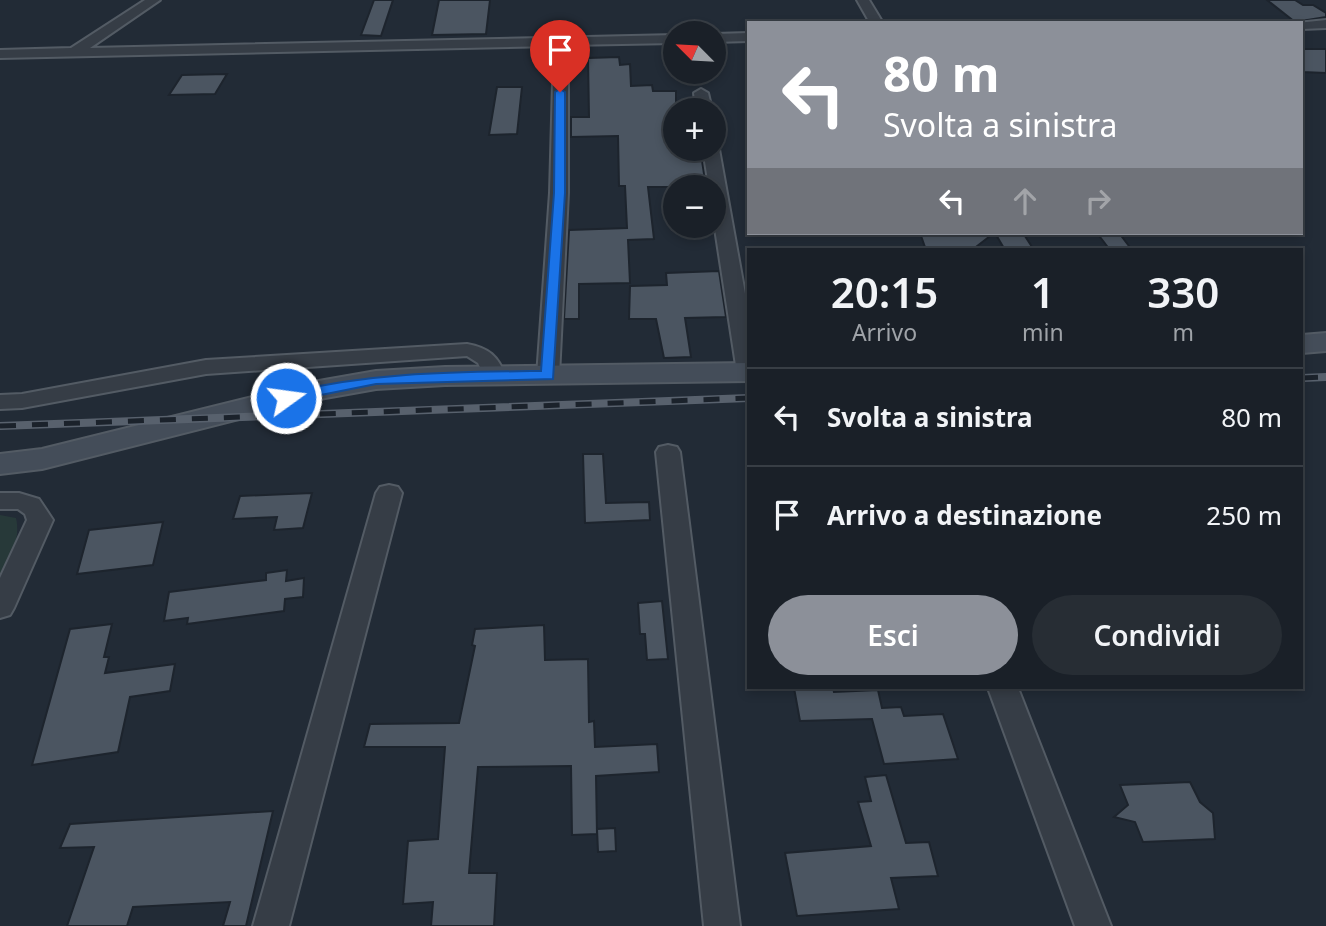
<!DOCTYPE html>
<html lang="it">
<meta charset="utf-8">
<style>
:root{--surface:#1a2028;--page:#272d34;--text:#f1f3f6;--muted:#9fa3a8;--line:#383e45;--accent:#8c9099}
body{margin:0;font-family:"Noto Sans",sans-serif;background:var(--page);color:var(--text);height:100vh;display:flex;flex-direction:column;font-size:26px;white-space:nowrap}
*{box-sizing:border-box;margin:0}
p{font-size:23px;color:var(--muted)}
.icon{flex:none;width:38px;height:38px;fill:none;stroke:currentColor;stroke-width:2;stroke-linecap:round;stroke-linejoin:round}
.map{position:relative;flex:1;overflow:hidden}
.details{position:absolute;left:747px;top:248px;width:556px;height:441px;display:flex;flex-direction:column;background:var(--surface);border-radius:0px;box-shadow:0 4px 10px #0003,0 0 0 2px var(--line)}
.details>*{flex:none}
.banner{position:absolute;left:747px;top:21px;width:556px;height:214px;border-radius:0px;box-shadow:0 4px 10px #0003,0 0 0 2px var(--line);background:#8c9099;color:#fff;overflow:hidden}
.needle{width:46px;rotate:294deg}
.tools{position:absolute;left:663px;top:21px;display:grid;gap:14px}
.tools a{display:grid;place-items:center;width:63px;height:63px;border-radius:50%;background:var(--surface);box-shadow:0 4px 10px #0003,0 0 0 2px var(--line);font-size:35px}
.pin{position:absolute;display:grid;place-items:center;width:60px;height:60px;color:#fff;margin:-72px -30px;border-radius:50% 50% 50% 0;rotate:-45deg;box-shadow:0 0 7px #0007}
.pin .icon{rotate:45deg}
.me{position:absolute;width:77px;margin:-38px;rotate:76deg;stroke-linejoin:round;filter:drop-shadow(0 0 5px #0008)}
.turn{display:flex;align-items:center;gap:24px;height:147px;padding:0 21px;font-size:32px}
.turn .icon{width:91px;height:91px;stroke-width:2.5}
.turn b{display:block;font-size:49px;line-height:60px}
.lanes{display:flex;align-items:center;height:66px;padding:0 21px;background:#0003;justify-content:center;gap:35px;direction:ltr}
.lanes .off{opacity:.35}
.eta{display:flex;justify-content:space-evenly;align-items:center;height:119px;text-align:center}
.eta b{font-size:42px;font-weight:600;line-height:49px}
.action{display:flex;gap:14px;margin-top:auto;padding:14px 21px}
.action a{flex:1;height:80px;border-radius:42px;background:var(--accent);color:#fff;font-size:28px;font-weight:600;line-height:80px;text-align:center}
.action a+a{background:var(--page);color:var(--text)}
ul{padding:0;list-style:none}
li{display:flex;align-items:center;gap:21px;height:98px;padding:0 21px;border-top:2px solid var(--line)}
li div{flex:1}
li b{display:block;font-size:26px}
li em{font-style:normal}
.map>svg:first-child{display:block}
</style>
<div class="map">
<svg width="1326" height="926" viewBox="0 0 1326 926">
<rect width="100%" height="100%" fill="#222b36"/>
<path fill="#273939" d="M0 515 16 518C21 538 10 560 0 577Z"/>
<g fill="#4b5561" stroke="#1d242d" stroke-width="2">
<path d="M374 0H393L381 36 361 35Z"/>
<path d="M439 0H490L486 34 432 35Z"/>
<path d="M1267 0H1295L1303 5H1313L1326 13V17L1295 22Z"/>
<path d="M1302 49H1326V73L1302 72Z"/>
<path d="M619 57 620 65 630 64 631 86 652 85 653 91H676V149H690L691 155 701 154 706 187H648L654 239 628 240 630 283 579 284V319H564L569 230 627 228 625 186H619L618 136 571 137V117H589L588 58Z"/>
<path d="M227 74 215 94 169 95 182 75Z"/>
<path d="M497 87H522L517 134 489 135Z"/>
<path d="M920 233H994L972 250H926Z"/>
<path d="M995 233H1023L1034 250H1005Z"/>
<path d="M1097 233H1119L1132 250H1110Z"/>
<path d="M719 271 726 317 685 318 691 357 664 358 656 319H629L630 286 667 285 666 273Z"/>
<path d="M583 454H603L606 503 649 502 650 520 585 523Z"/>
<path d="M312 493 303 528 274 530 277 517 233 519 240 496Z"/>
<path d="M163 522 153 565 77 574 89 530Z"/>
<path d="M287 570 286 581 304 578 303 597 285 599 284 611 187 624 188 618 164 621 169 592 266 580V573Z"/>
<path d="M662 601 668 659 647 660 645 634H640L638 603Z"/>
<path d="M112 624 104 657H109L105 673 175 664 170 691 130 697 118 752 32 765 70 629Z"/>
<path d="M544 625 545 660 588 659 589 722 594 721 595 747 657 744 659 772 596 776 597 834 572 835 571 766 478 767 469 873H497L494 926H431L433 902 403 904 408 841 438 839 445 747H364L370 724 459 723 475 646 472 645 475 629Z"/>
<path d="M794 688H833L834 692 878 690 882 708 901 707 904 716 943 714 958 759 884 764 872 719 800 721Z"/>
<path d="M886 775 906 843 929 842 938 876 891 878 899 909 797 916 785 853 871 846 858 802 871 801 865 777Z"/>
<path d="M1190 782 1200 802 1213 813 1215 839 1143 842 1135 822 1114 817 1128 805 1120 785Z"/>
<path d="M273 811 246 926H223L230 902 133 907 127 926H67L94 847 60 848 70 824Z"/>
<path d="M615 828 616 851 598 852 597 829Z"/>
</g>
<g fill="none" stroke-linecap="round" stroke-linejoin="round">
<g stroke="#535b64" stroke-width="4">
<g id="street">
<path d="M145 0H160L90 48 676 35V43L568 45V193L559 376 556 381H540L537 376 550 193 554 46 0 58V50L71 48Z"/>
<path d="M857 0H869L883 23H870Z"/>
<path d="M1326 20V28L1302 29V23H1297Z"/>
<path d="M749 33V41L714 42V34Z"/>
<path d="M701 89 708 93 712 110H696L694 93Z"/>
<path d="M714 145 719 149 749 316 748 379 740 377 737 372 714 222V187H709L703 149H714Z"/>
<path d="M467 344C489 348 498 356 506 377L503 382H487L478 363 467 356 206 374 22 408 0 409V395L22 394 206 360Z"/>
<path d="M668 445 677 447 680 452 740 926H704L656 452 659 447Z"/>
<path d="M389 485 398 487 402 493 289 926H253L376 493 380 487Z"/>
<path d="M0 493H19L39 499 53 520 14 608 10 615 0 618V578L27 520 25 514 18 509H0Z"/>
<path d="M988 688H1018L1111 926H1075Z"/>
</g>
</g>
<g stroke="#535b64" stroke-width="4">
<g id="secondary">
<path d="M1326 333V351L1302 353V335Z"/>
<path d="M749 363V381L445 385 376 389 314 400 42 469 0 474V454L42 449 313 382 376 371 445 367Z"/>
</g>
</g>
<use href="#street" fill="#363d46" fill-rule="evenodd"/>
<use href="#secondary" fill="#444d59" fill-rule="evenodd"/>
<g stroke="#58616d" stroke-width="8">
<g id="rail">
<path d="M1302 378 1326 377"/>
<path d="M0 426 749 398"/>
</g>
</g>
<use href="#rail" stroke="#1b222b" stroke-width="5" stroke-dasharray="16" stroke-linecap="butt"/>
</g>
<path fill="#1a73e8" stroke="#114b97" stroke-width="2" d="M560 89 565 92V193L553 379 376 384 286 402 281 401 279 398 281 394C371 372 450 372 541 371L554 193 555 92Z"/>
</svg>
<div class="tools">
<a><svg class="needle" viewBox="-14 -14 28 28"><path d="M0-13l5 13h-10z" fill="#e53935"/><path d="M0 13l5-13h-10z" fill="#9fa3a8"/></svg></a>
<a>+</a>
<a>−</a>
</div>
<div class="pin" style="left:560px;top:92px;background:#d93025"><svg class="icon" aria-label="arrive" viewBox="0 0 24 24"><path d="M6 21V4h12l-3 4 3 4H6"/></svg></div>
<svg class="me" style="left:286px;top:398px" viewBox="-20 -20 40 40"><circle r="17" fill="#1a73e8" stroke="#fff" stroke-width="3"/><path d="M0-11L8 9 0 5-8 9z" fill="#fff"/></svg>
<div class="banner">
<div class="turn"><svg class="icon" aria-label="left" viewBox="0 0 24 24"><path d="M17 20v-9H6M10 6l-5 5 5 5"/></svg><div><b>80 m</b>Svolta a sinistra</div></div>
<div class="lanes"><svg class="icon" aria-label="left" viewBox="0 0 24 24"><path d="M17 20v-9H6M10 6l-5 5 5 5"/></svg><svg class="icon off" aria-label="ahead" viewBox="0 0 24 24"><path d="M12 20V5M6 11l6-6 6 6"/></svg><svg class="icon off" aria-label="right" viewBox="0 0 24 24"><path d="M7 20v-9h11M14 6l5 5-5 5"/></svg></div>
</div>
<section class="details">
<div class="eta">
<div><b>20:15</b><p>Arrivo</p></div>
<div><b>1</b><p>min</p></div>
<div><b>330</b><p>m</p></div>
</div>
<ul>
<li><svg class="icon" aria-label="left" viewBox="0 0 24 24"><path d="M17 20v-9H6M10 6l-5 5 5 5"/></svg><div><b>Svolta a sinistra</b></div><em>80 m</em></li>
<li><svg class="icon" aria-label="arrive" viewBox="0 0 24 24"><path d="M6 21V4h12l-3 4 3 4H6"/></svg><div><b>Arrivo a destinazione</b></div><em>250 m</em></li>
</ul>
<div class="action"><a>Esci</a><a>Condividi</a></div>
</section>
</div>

> Task description: Locate the string "none" in the listing above and copy every line where it occurs.

> Written answer:
.icon{flex:none;width:38px;height:38px;fill:none;stroke:currentColor;stroke-width:2;stroke-linecap:round;stroke-linejoin:round}
.details>*{flex:none}
ul{padding:0;list-style:none}
<g fill="none" stroke-linecap="round" stroke-linejoin="round">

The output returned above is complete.